====== DATA FOR THIS EXERCISE

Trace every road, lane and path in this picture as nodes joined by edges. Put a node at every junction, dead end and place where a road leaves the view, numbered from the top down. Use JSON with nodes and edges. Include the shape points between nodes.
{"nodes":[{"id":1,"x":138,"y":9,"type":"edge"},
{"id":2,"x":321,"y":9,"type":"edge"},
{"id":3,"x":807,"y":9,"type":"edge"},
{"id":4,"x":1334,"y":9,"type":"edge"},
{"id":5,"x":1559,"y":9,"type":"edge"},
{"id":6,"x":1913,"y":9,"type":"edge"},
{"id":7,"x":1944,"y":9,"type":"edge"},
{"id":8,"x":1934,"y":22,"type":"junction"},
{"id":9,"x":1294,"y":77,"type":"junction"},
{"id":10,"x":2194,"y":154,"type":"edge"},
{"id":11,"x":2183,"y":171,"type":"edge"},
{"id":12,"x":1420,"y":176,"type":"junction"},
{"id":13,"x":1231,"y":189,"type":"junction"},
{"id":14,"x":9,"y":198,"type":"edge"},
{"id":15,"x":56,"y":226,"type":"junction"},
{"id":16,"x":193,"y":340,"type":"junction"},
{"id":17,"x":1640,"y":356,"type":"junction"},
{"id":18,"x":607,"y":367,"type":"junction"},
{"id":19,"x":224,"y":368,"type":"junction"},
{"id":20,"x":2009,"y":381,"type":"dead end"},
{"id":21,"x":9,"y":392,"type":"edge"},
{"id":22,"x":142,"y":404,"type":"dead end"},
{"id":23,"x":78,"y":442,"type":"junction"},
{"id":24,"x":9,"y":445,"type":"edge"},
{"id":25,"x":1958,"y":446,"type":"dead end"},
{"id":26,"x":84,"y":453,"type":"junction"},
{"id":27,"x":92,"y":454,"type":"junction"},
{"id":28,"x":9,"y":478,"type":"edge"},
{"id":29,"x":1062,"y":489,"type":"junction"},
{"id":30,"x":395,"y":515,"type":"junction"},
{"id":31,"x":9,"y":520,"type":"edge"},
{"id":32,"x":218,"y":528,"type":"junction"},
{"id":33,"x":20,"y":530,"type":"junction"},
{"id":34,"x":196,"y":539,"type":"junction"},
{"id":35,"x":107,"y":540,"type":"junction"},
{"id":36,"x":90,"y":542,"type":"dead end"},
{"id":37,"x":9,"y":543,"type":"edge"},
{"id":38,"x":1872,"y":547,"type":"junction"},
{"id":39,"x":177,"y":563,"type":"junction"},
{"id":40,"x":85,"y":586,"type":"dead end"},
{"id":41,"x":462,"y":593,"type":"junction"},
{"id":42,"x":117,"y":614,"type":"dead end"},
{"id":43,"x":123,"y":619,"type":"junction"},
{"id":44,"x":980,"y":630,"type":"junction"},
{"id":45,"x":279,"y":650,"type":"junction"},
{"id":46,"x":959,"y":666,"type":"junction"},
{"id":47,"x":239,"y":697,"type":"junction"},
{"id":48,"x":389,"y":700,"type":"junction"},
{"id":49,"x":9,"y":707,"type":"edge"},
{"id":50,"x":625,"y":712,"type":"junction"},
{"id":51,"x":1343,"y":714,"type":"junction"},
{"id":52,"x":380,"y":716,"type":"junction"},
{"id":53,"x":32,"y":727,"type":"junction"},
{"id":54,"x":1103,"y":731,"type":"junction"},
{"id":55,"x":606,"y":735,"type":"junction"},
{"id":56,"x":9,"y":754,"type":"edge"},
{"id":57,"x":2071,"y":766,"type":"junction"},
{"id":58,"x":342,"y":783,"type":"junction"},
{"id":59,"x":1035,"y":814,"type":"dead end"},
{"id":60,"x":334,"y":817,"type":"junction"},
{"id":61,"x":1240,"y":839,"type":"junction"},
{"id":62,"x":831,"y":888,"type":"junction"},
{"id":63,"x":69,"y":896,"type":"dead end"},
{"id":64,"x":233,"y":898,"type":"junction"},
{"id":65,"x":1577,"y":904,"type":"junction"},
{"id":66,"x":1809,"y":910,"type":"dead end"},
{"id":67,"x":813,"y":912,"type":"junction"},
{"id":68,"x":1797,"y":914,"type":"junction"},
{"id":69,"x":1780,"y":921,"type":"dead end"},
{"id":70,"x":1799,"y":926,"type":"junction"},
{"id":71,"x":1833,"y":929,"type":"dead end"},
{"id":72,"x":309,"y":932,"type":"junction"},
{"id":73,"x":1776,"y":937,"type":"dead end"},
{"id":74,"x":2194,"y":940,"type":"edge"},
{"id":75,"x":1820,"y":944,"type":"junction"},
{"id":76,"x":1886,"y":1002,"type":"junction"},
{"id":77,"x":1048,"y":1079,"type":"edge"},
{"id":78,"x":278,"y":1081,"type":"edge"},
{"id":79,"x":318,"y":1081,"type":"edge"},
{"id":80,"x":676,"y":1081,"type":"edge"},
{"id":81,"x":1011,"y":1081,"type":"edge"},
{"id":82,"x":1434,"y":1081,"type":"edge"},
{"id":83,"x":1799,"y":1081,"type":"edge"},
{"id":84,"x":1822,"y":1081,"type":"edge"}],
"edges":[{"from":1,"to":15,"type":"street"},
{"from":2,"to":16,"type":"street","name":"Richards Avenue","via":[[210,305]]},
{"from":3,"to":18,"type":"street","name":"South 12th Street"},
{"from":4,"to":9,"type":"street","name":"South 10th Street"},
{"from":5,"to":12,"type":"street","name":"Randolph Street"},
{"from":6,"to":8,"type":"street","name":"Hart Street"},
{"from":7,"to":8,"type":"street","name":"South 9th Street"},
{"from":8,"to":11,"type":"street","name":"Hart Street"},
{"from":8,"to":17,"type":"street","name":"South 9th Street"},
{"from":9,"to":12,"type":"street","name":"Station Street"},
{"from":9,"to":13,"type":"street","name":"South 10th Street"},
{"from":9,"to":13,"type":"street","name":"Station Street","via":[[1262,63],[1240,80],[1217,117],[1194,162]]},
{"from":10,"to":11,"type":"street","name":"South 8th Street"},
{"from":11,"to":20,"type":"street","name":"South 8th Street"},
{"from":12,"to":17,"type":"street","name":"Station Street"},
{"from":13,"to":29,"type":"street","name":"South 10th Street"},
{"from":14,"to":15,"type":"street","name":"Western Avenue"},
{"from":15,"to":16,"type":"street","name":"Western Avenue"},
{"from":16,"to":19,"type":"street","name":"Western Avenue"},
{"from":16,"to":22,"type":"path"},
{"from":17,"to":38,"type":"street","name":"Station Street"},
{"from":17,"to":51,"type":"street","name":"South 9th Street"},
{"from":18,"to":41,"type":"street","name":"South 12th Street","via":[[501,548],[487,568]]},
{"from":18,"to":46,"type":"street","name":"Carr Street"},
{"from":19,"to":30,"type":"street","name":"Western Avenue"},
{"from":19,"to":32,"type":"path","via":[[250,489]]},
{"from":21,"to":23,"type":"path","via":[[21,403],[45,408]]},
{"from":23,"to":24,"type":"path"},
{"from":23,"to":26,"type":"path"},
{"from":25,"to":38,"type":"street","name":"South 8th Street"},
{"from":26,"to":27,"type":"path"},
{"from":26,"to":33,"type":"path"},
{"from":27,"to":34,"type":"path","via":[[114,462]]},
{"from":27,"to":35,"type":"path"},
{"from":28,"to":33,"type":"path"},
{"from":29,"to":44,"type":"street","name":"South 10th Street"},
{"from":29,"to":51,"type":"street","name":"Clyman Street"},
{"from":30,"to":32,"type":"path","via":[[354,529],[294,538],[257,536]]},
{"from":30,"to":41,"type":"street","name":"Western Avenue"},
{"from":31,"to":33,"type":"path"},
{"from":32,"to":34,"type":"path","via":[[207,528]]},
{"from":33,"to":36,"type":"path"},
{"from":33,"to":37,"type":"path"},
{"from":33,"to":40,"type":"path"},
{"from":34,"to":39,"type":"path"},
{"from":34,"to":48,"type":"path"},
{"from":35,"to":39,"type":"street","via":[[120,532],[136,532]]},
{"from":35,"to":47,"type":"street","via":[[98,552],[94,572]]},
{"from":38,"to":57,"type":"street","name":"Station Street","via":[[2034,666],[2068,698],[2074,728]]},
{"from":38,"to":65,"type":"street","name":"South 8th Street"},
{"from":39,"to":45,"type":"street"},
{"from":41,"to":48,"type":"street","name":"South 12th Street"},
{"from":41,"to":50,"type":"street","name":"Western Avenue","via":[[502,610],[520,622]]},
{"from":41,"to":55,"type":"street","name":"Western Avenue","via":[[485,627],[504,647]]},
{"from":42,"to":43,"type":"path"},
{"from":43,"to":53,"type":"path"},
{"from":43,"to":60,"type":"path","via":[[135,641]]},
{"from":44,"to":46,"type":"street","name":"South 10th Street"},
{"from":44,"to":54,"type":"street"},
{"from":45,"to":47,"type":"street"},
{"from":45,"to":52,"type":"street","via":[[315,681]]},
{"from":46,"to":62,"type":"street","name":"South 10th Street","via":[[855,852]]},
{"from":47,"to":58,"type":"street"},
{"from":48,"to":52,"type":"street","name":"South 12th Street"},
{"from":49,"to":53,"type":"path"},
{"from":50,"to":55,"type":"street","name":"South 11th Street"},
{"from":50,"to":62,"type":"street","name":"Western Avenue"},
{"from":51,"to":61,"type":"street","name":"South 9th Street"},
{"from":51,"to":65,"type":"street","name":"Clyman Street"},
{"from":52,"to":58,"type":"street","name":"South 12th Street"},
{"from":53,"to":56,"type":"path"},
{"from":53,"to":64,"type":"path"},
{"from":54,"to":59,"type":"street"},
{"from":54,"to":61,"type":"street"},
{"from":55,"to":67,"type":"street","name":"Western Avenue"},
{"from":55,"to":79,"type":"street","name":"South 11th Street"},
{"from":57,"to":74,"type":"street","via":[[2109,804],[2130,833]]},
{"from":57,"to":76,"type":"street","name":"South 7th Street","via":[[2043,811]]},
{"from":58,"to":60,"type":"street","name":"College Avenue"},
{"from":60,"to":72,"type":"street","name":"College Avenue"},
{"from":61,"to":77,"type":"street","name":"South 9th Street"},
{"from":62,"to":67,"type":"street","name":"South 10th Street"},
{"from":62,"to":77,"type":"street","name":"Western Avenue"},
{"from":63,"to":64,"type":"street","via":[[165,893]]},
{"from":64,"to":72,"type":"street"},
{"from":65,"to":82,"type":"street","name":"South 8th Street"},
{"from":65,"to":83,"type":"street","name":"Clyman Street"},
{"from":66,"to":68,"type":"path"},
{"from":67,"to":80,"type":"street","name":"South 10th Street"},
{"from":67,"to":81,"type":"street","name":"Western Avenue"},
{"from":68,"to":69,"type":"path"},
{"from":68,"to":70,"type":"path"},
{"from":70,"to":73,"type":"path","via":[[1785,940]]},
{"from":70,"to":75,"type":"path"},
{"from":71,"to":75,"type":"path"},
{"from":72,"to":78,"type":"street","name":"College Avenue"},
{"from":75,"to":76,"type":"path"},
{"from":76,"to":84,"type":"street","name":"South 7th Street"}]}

============

Return, from the data, each line where the string "edges" occurs.

Trace every road, lane and path in this picture as nodes joined by edges. Put a node at every junction, dead end and place where a road leaves the view, numbered from the top down. Use JSON with nodes and edges. Include the shape points between nodes.
"edges":[{"from":1,"to":15,"type":"street"},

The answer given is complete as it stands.